А старшина весь заостренным был, на тот крик заостренным. Единственный, почти беззвучный крик, который уловил он вдруг, узнал и понял. Слыхал он такие крики, с которыми все отлетает, все растворяется и потому звенит. Внутри звенит, в тебе самом, и звона этого последнего ты уж никогда не забудешь. Словно замораживается он и холодит, сосет, тянет за сердце, и потому так спешил сейчас комендант.

И потому остановился, словно на стену налетел, вдруг остановился, и Женька с разбегу стволом его под лопатку клюнула.

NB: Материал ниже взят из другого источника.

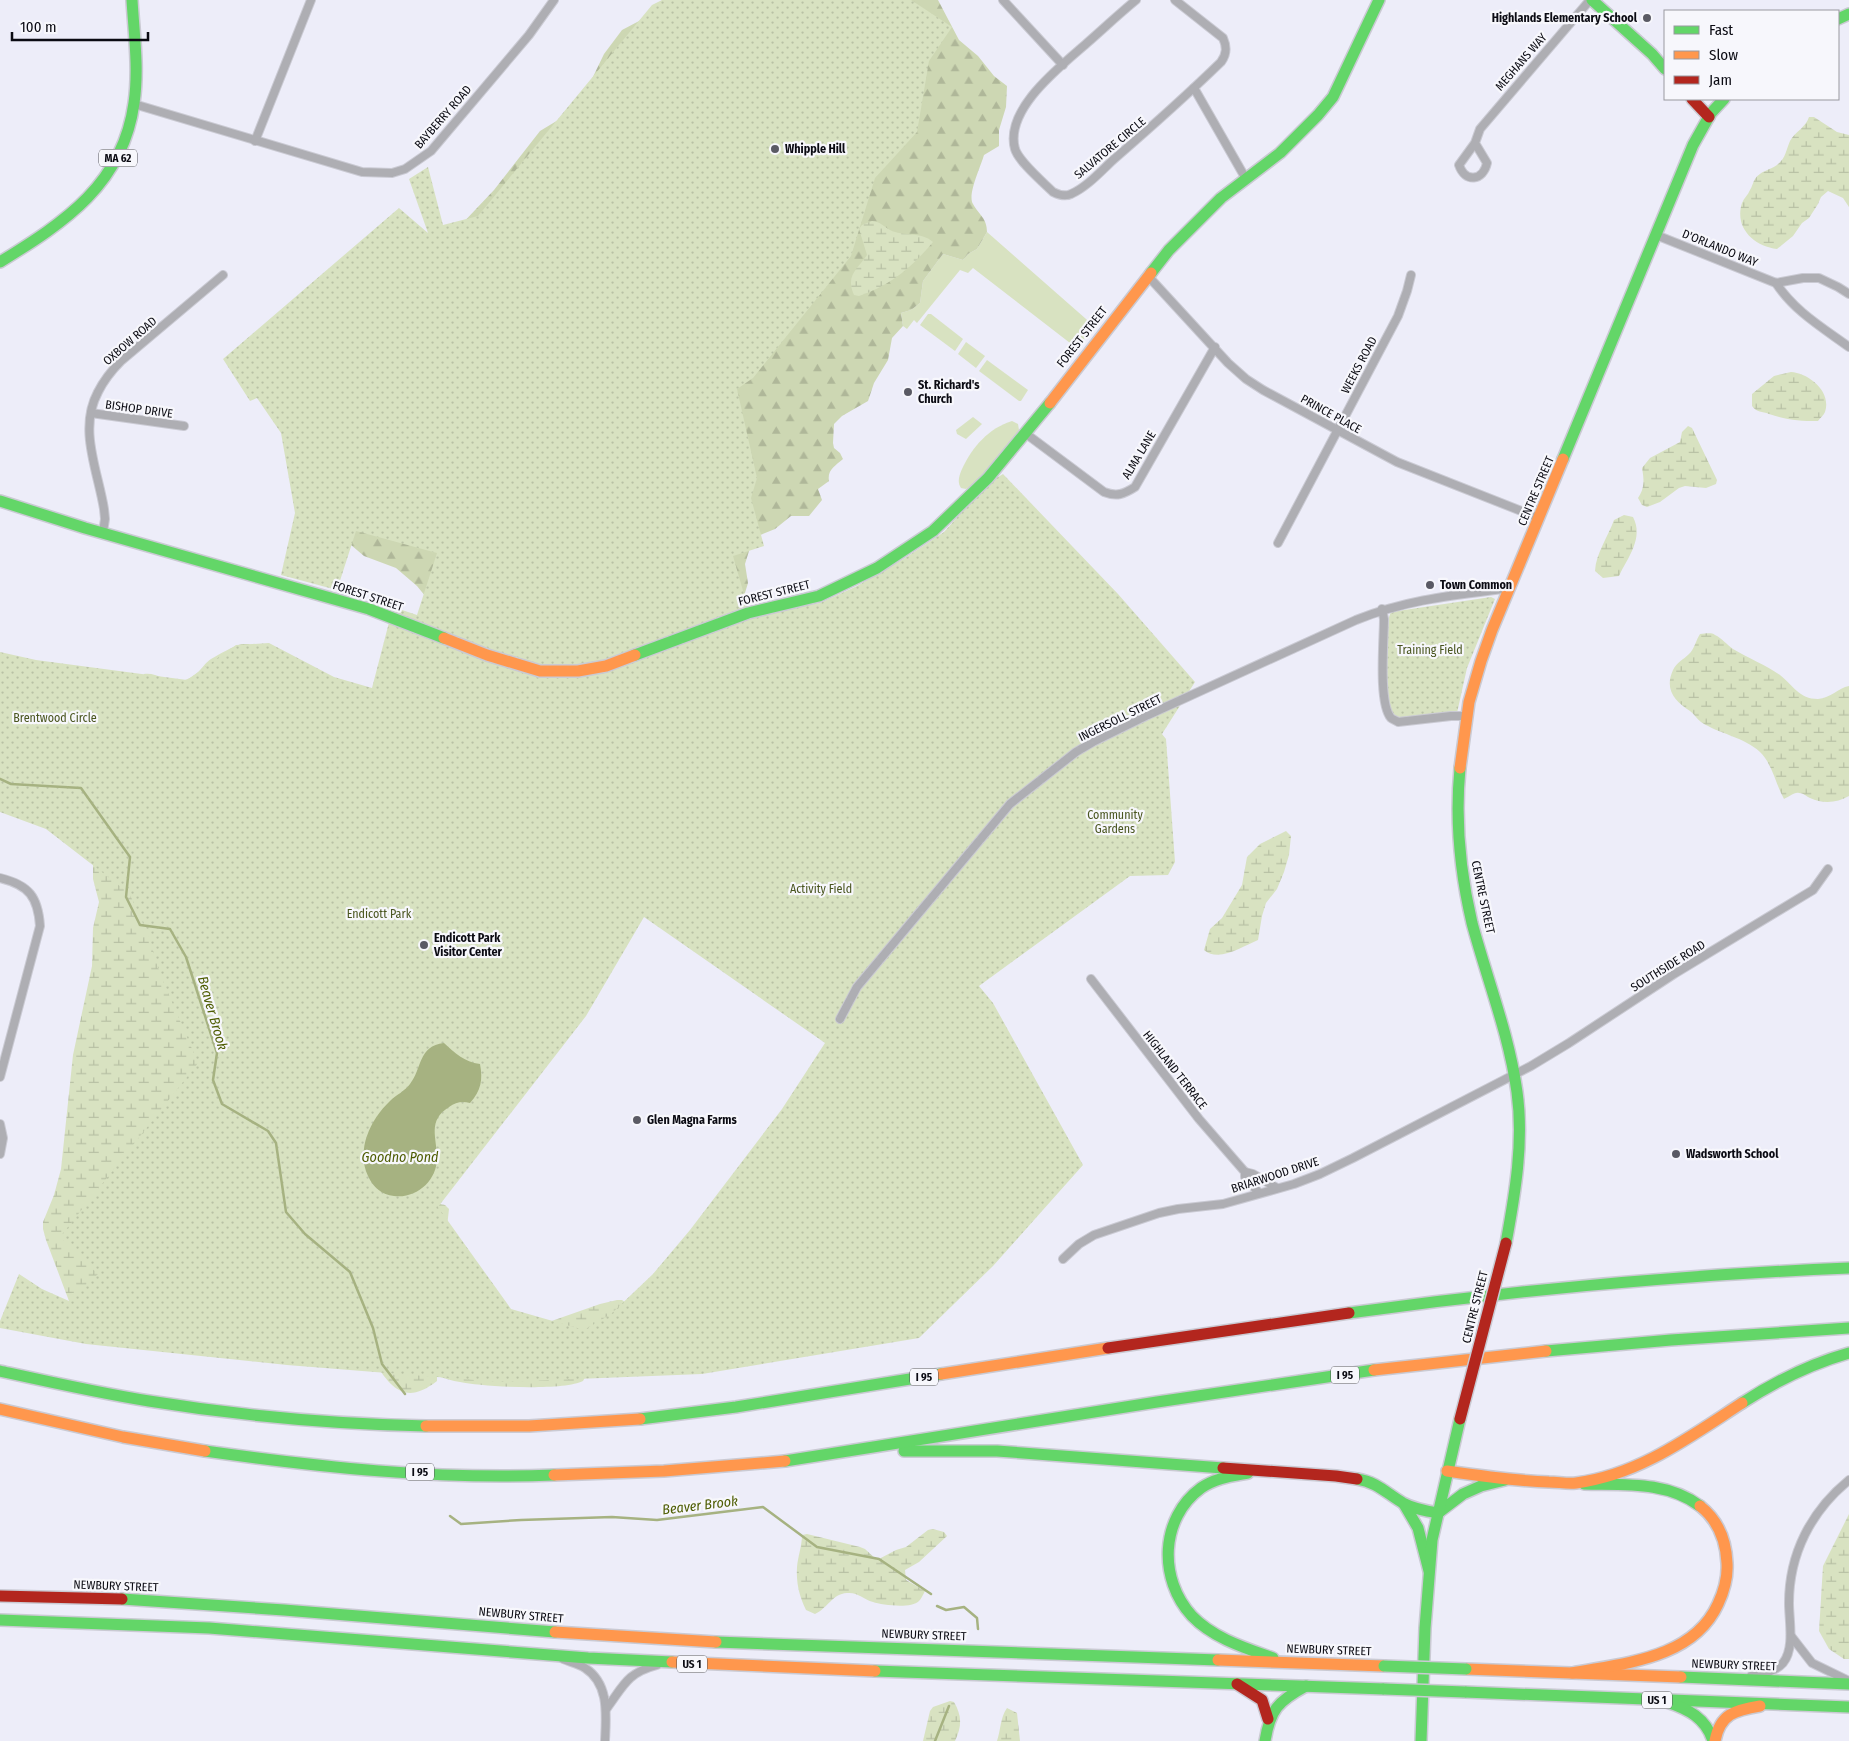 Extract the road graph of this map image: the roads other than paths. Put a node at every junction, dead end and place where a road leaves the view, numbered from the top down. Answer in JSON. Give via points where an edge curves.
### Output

А он и не оглянулся даже, а только присел и руку на землю положил – рядом со следом.

Разлапистый след был, с рубчиками.

– Немцы?… – жарко и беззвучно дохнула Женька.

Старшина не ответил. Глядел, слушал, принюхивался, а кулак стиснул так, что косточки побелели. Женька вперед глянула – на осыпи темнели брызги. Васков осторожно поднял камешек – черная густая капля свернулась на нем как живая. Женька дернула головой, хотела закричать – и задохнулась.

– Неаккуратно, – тихо сказал старшина и повторил: – Неаккуратно…

Бережно положил камешек тот, оглянулся, прикидывая, кто куда шел да кто где стоял. И шагнул за скалу.

В расселине, скорчившись, лежала Гурвич, и из-под прожженной юбки косо торчали грубые кирзовые сапоги. Васков потянул ее за ремень, приподнял чуть, чтоб под мышки подхватить, оттащил и положил на спину.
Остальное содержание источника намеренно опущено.